The house made a slight ticking that you could only hear when the silence was absolute. A dripping in the downstairs bathroom, which I was going to have to get fixed. Every now and then a car went by on Brattle Street with a tearing, ripping sound. Aurlon drew white. King’s pawn opening. If he was any good, I could play for a draw, but then he glanced at Pia, at her legs. She looked away, out the window. Then back at me. Was that where it began, in that little defiance, in that moment when she wanted to show me that she could deal with this and any other trouble that might come her way? Or were we still bitter about the end of the line, and did that contribute to her anger?
I pinned a bishop, gained a move, set up according to Aron Nimzowitsch, all slashing angles, from each side, still keeping the pin.
“I’ve never seen that before,” said Aurlon.
He began to sweat. He bit his nails. He put his nose down to the point where he almost touched a rook. His fingers touched a bishop, tilted it on the base. Then he left it alone. He looked at me and then at the money and then at the things in the room.
“Well, well,” he said.
He made his move. Five to mate, then four, then three. He knocked his king over.

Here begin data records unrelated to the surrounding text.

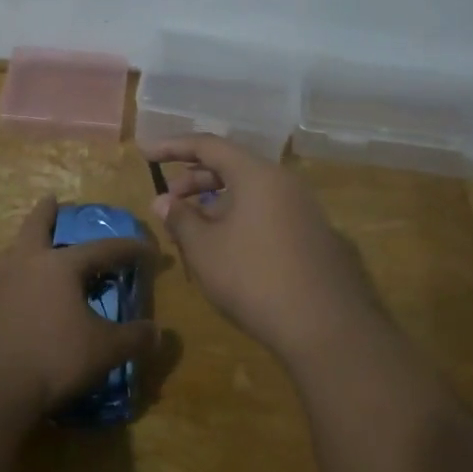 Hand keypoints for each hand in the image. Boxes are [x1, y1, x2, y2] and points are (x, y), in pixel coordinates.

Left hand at [0, 196, 157, 417]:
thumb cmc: (51, 358)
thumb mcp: (103, 351)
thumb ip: (133, 339)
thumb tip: (157, 332)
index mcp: (59, 266)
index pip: (102, 249)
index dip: (128, 249)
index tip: (148, 249)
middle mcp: (26, 265)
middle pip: (36, 228)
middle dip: (47, 213)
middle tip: (52, 200)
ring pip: (14, 252)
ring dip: (26, 244)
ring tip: (32, 246)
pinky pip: (2, 282)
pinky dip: (15, 279)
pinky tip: (19, 294)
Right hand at [144, 135, 386, 365]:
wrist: (326, 326)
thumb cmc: (254, 278)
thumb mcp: (205, 249)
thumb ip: (180, 219)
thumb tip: (163, 201)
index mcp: (257, 174)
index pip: (208, 145)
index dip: (173, 147)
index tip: (146, 152)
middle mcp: (284, 182)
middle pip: (232, 166)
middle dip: (195, 178)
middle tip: (169, 199)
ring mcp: (303, 208)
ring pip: (250, 191)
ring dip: (216, 202)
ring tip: (192, 227)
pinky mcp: (312, 234)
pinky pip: (267, 211)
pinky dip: (239, 217)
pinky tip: (224, 246) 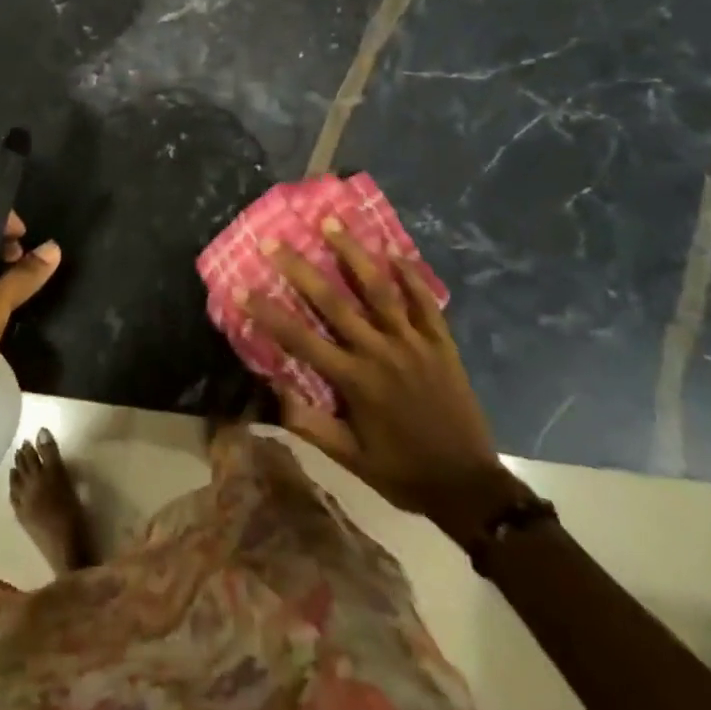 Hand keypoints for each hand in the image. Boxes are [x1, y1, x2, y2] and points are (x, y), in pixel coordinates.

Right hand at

“Maybe we should play for real money. Or something else,” he said. That glance at Pia.
“Sure,” I said. “Sure. If you want. I’ll give you a chance.”
We sat in the silence of the house. The dripping faucet. The creak of the old timber. The ripping of tires on the sidewalk. The sound from the house next door, where my neighbor and his mistress met every Saturday afternoon and got into bed.